Japanese Patent Laid-Open Publication HEI 8-316528 also describes a blue LD using a gallium nitride semiconductor. This prior-art blue LD also uses a multi-quantum-well structure active layer having five or more quantum well layers, as in the case shown in FIGS. 19 and 20.
Meanwhile, a blue LED using a gallium nitride semiconductor is described in, for example, the aforementioned Japanese Patent Laid-Open Publication HEI 8-316528, and a sectional view of the blue LED is shown in FIG. 21. Referring to FIG. 21, reference numeral 121 denotes a sapphire substrate, 122 denotes a GaN buffer layer, 123 denotes an n-GaN contact layer, 124 denotes an n-Al0.3Ga0.7N second cladding layer, 125 denotes an n-In00.1Ga0.99N first cladding layer, 126 denotes a 3 nm thick In0.05Ga0.95N single-quantum-well structure active layer, 127 denotes a p-In0.01Ga0.99N first cladding layer, 128 denotes a p-Al0.3Ga0.7N second cladding layer, 129 denotes a p-GaN contact layer, 130 denotes ap-side electrode, and 131 denotes an n-side electrode. Like this, in blue LEDs using gallium nitride semiconductors, an active layer having only one quantum well layer has been used.

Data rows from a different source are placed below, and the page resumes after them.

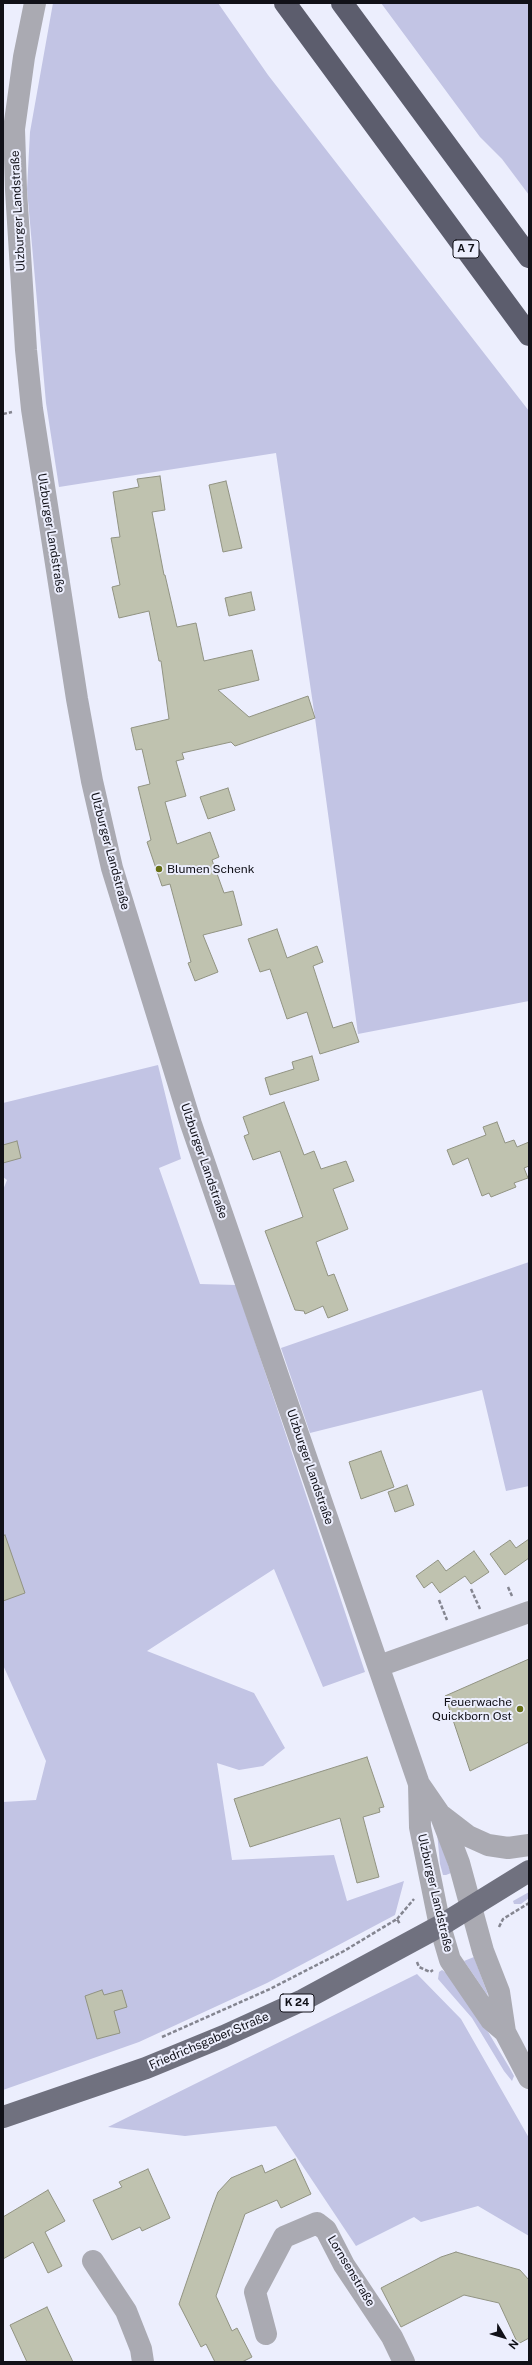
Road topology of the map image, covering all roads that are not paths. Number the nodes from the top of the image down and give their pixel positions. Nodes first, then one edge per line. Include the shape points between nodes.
1 (35, 3) edge
2 (285, 3) edge
3 (342, 3) edge
4 (529, 257) edge
5 (529, 335) edge
6 (529, 1612) edge
7 (379, 1666) junction
8 (419, 1784) junction
9 (441, 1816) junction
10 (529, 1846) edge
11 (529, 1871) edge
12 (472, 1908) junction
13 (440, 1926) junction
14 (505, 2032) junction
15 (529, 2078) edge
16 (3, 2117) edge
17 (93, 2261) dead end
18 (266, 2334) dead end
19 (142, 2362) edge
20 (404, 2362) edge

1 - 7 street, Ulzburger Landstraße via 24,56 14,129 26,350 32,409 92,781 112,868 186,1108
2 - 5 highway, A 7
3 - 4 highway
6 - 7 street
7 - 8 street, Ulzburger Landstraße
8 - 9 street, Ulzburger Landstraße
8 - 13 street, Ulzburger Landstraße via 420,1827
9 - 10 street, Ulzburger Landstraße via 468,1836 488,1846
9 - 12 street, Ulzburger Landstraße via 459,1863
11 - 12 main road, Friedrichsgaber Straße / K 24
12 - 13 main road, Friedrichsgaber Straße / K 24
12 - 14 street, Ulzburger Landstraße via 485,1957 499,1992
13 - 14 street, Ulzburger Landstraße via 450,1960 491,2020
13 - 16 main road, Friedrichsgaber Straße / K 24 via 303,2000 224,2036 146,2068
14 - 15 street, Ulzburger Landstraße
17 - 19 street via 126,2311 141,2349
18 - 20 street, Lornsenstraße via 256,2292 284,2237 317,2223 326,2230 344,2265 392,2337

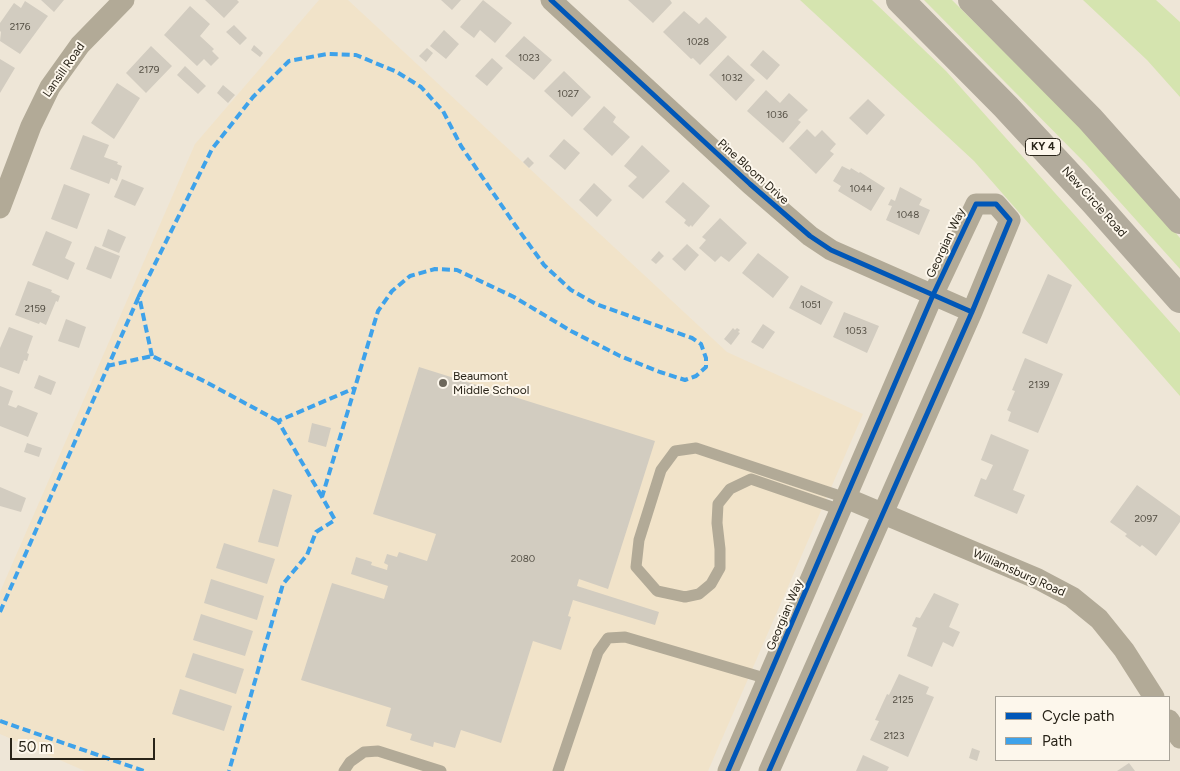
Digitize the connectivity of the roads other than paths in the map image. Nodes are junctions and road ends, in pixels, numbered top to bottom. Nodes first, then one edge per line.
1 (124, 0) edge
2 (551, 0) edge
3 (900, 0) edge
4 (972, 0) edge
5 (0, 208) edge
6 (1180, 220) edge
7 (933, 295) junction
8 (1180, 299) edge
9 (972, 312) junction
10 (844, 504) junction
11 (883, 513) junction
12 (768, 679) junction
13 (1153, 696) edge
14 (1170, 722) edge
15 (1180, 738) edge
16 (344, 771) edge
17 (441, 771) edge
18 (558, 771) edge
19 (728, 771) edge
20 (770, 771) edge

1 - 5 street, Lansill Road
2 - 7 street, Pine Bloom Drive
3 - 8 highway, New Circle Road / KY 4
4 - 6 highway
7 - 9 street, Pine Bloom Drive
7 - 9 street, Georgian Way
7 - 10 street, Georgian Way
9 - 11 street, Georgian Way
10 - 10 lane
10 - 11 street, Williamsburg Road
10 - 12 street, Georgian Way
11 - 13 street, Williamsburg Road
11 - 20 street, Georgian Way
12 - 18 lane
12 - 19 street, Georgian Way
14 - 15 street
16 - 17 lane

The conventional blue LDs and blue LED described above, however, have had the following problems.
Referring first to the blue LDs, the value of oscillation threshold current is as high as 100 mA or more and so needs to be largely reduced for practical use in information processing for optical disks or the like. Further, if the LD is used for optical disks, in order to prevent data read errors due to noise during data reading, it is necessary to inject a high-frequency current of an about 300 MHz frequency into the LD and modulate an optical output power with the same frequency. In the conventional blue LDs, however, optical output power is not modulated even if a high-frequency current is injected, causing a problem of data read errors.

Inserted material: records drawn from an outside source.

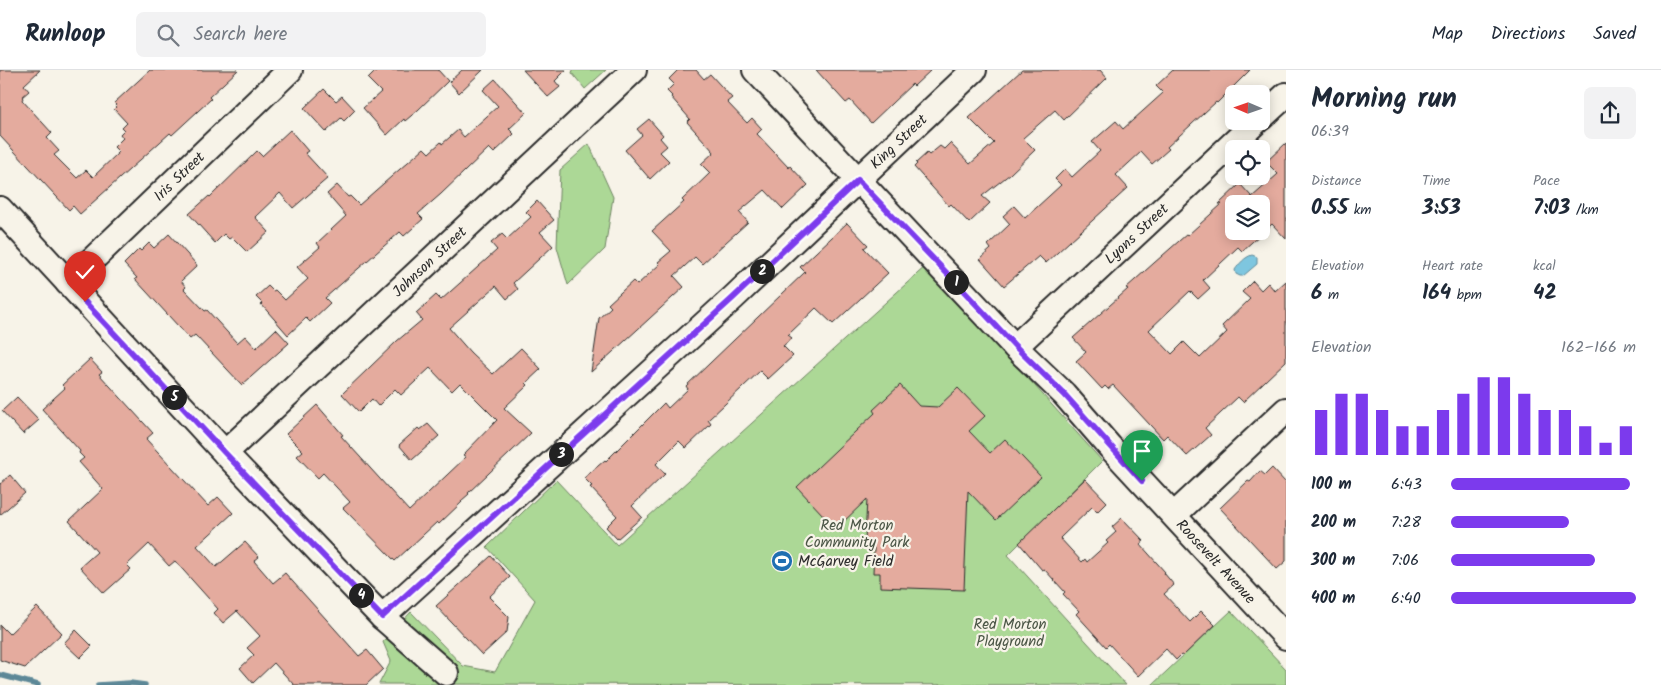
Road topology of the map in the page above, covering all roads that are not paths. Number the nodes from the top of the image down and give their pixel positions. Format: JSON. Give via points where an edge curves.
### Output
{"nodes":[{"id":1,"x":290,"y":70,"type":"edge"},
{"id":2,"x":634,"y":70,"type":"edge"},
{"id":3,"x":755,"y":70,"type":"edge"},
{"id":4,"x":974,"y":70,"type":"edge"},
{"id":5,"x":1286,"y":94,"type":"edge"},
{"id":6,"x":1270,"y":109,"type":"edge"},
{"id":7,"x":1247,"y":130,"type":"edge"},
{"id":8,"x":858,"y":180,"type":"junction"},
{"id":9,"x":0,"y":209,"type":"edge"},
{"id":10,"x":68,"y":283,"type":"junction"},
{"id":11,"x":1015,"y":346,"type":"junction"},
{"id":12,"x":1286,"y":410,"type":"edge"},
{"id":13,"x":225,"y":453,"type":"junction"},
{"id":14,"x":1174,"y":515,"type":"junction"},
{"id":15,"x":382,"y":617,"type":"junction"},
{"id":16,"x":1286,"y":637,"type":"edge"},
{"id":17,"x":446,"y":673,"type":"dead end"}],
"edges":[{"from":1,"to":10,"type":"street","name":"Iris Street"},
{"from":2,"to":13,"type":"street","name":"Johnson Street"},
{"from":3,"to":8,"type":"street","name":"Roosevelt Avenue"},
{"from":4,"to":8,"type":"street","name":"King Street"},
{"from":5,"to":6,"type":"street"},
{"from":7,"to":11,"type":"street","name":"Lyons Street"},
{"from":8,"to":11,"type":"street","name":"Roosevelt Avenue"},
{"from":8,"to":15,"type":"street","name":"King Street"},
{"from":9,"to":10,"type":"street"},
{"from":10,"to":13,"type":"street"},
{"from":11,"to":14,"type":"street","name":"Roosevelt Avenue","via":[[1064,394]]},
{"from":12,"to":14,"type":"street"},
{"from":13,"to":15,"type":"street"},
{"from":14,"to":16,"type":"street","name":"Roosevelt Avenue"},
{"from":15,"to":17,"type":"street"}]}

Referring now to blue LEDs, which indeed have been in practical use, in order to allow blue LEDs to be used for a wider variety of applications including, for example, large color displays capable of displaying bright even at wide angles of visibility, it is desired to realize even higher brightness LEDs by improving optical output power.

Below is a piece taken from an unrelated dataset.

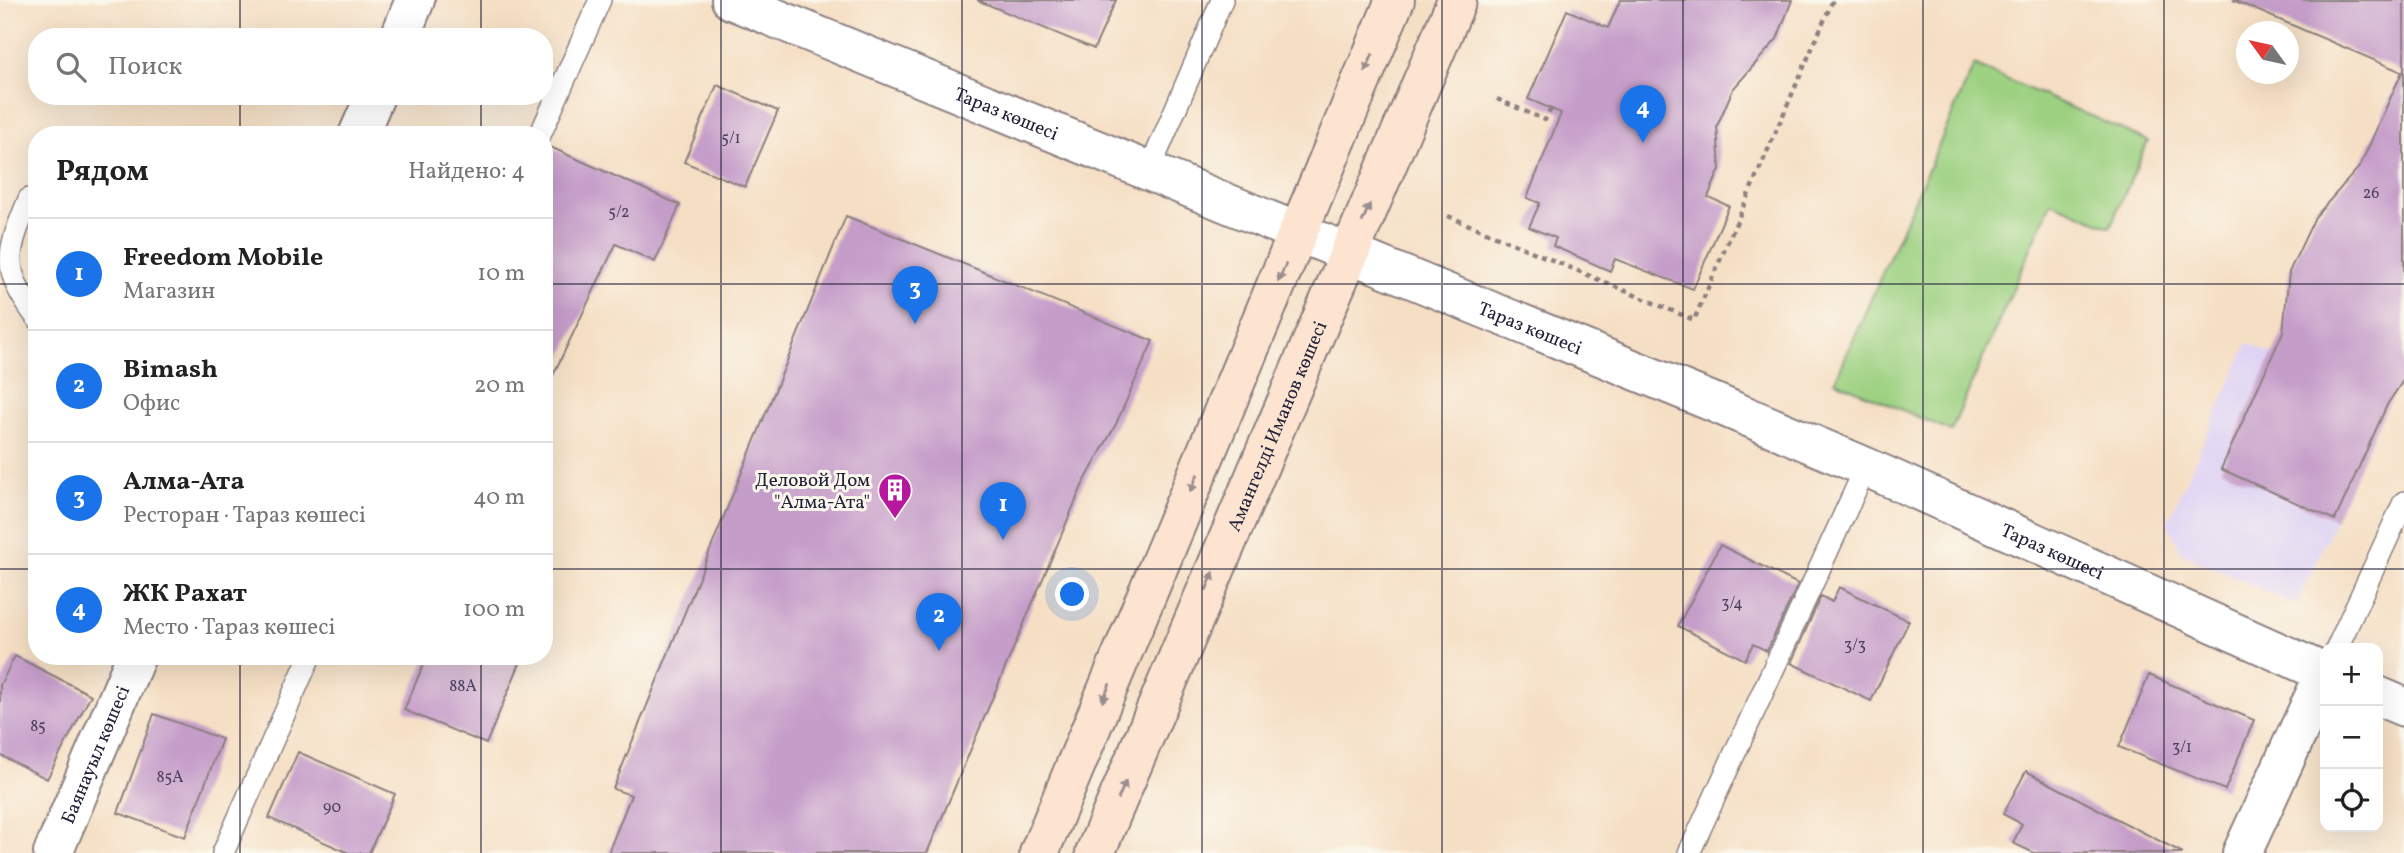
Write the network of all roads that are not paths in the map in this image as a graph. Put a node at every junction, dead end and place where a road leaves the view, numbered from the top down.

Furthermore, conventional gallium nitride LEDs have a problem that as the injection current increases, the peak value of emission wavelengths largely varies. For example, in a gallium nitride blue LED, as the forward current is increased from 0.1 mA to 20 mA, the peak value of emission wavelengths shifts by as much as 7 nm. This is particularly noticeable in LED devices having long emission wavelengths; for example, in a gallium nitride green LED, the peak value of emission wavelengths shifts by as much as 20 nm. When such a device is used in a color display, there would occur a problem that colors of images vary depending on the brightness of the images because of the shift of the peak wavelength.